- _DESCRIPTION OF THE TASK_
Repeat the records below verbatim and include no pictures.

- _Saved data entries_
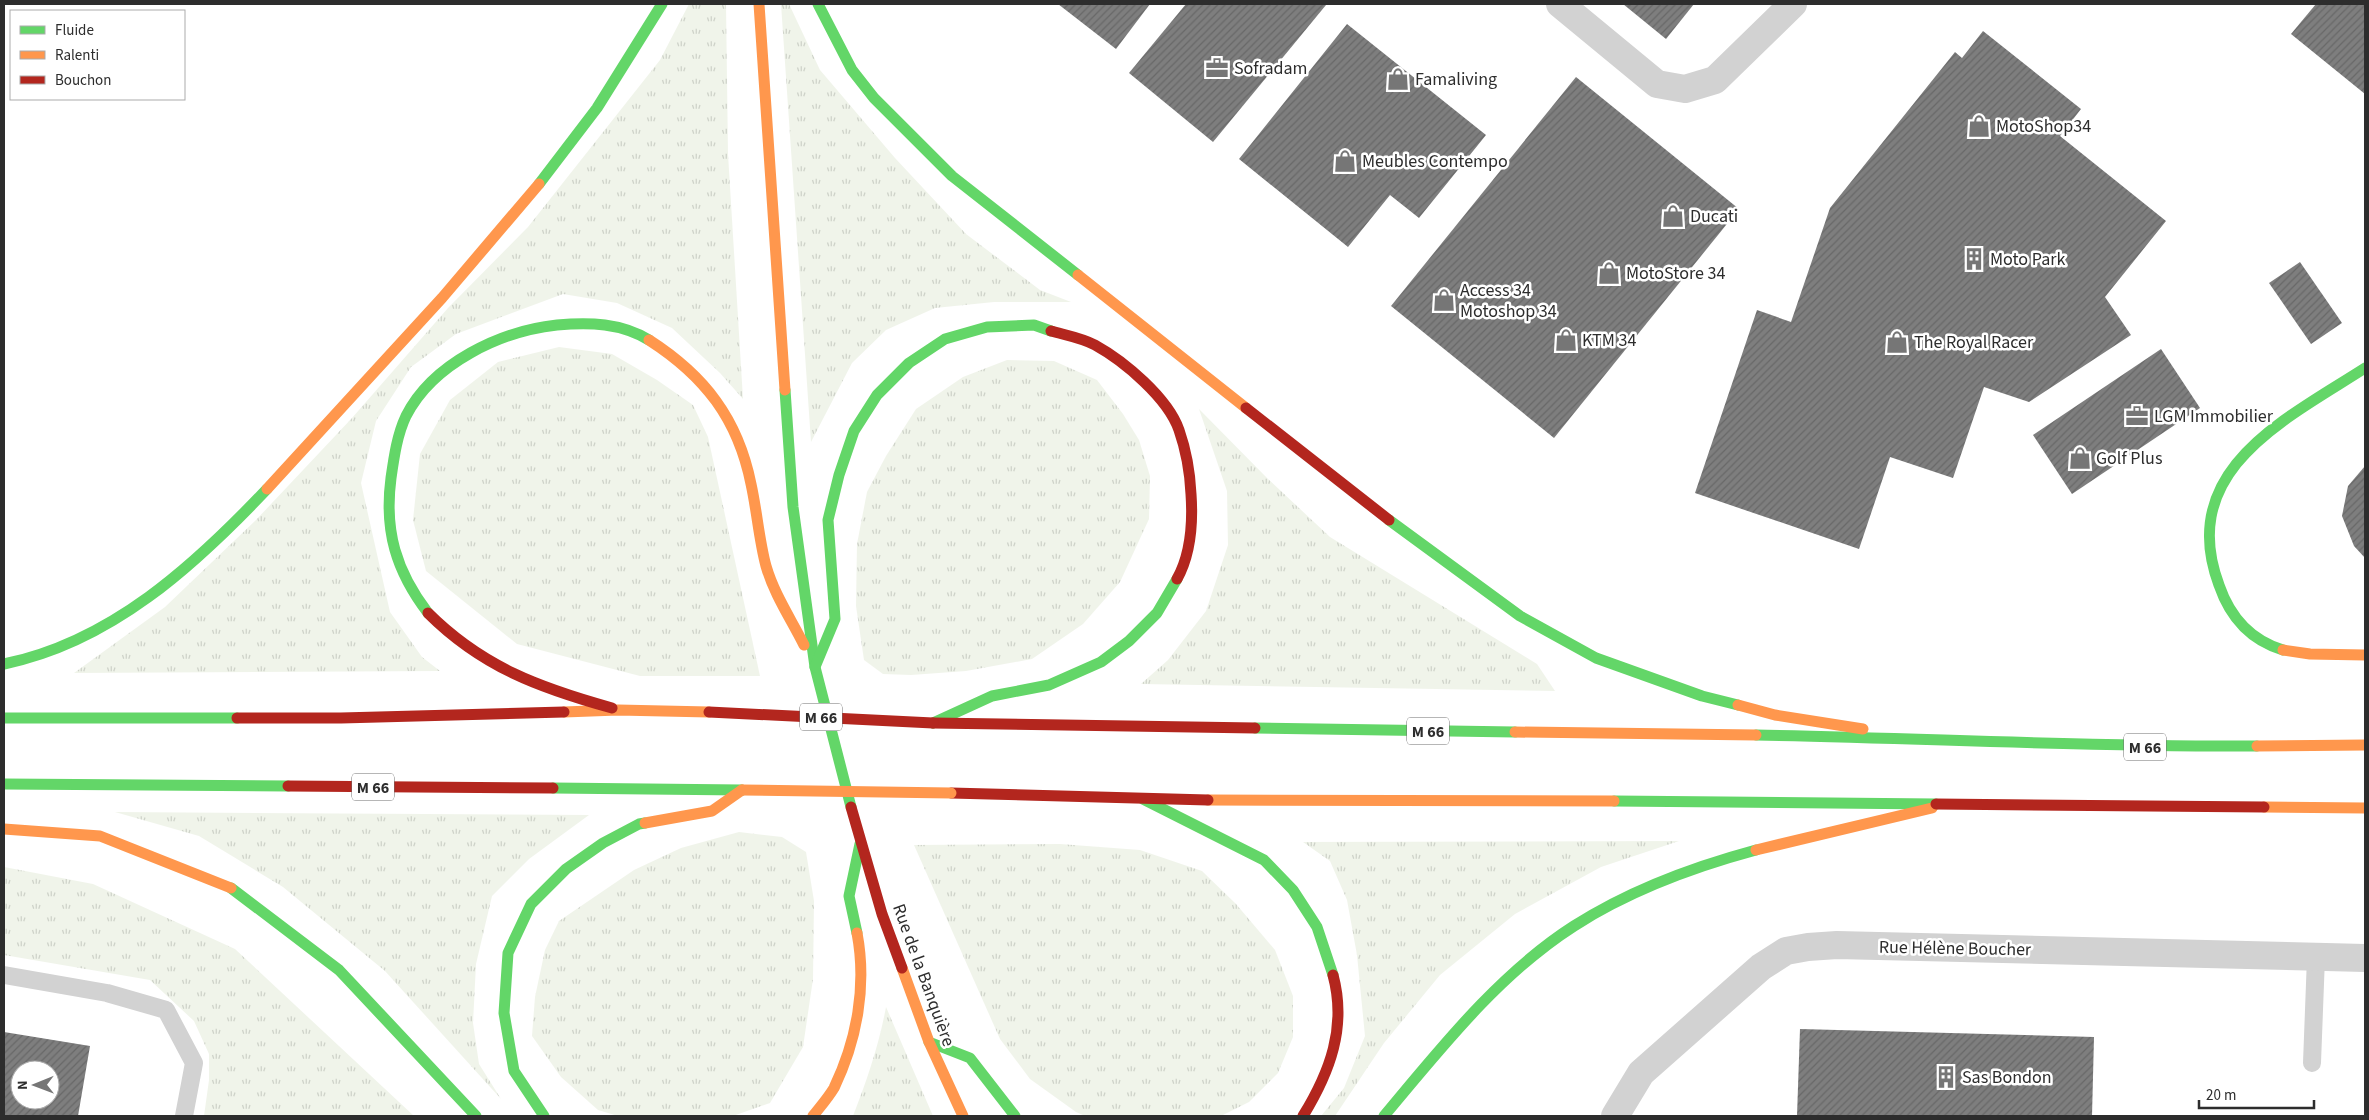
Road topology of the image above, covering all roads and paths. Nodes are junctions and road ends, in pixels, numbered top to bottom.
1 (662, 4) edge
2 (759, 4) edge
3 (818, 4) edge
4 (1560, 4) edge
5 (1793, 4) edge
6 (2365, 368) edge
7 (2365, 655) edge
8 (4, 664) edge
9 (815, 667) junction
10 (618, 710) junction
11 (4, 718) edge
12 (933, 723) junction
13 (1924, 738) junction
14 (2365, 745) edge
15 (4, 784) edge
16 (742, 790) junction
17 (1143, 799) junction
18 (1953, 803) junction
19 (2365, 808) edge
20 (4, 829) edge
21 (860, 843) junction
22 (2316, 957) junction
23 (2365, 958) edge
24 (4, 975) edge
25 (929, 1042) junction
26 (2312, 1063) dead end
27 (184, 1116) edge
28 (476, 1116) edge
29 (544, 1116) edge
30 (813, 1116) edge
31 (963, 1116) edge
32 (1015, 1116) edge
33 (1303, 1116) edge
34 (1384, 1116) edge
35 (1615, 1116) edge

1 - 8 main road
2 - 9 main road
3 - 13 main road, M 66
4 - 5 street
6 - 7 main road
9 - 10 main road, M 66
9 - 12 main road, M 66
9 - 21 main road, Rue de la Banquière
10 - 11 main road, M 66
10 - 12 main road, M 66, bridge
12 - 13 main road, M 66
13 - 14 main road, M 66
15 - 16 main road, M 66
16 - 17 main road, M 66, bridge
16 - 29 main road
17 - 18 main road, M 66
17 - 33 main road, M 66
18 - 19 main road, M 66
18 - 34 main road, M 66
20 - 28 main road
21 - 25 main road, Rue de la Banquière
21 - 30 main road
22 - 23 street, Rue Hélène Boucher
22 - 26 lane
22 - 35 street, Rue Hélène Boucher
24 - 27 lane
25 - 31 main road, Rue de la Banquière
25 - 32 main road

- _SOLVED PROBLEM_
Road topology of the image above, covering all roads and paths. Nodes are junctions and road ends, in pixels, numbered top to bottom.
1 (662, 4) edge
2 (759, 4) edge
3 (818, 4) edge
4 (1560, 4) edge
5 (1793, 4) edge
6 (2365, 368) edge
7 (2365, 655) edge
8 (4, 664) edge
9 (815, 667) junction
10 (618, 710) junction
11 (4, 718) edge
12 (933, 723) junction
13 (1924, 738) junction
14 (2365, 745) edge
15 (4, 784) edge
16 (742, 790) junction
17 (1143, 799) junction
18 (1953, 803) junction
19 (2365, 808) edge
20 (4, 829) edge
21 (860, 843) junction
22 (2316, 957) junction
23 (2365, 958) edge
24 (4, 975) edge
25 (929, 1042) junction
26 (2312, 1063) dead end
27 (184, 1116) edge
28 (476, 1116) edge
29 (544, 1116) edge
30 (813, 1116) edge
31 (963, 1116) edge
32 (1015, 1116) edge
33 (1303, 1116) edge
34 (1384, 1116) edge
35 (1615, 1116) edge

1 - 8 main road
2 - 9 main road
3 - 13 main road, M 66
4 - 5 street
6 - 7 main road
9 - 10 main road, M 66
9 - 12 main road, M 66
9 - 21 main road, Rue de la Banquière
10 - 11 main road, M 66
10 - 12 main road, M 66, bridge
12 - 13 main road, M 66
13 - 14 main road, M 66
15 - 16 main road, M 66
16 - 17 main road, M 66, bridge
16 - 29 main road
17 - 18 main road, M 66
17 - 33 main road, M 66
18 - 19 main road, M 66
18 - 34 main road, M 66
20 - 28 main road
21 - 25 main road, Rue de la Banquière
21 - 30 main road
22 - 23 street, Rue Hélène Boucher
22 - 26 lane
22 - 35 street, Rue Hélène Boucher
24 - 27 lane
25 - 31 main road, Rue de la Banquière
25 - 32 main road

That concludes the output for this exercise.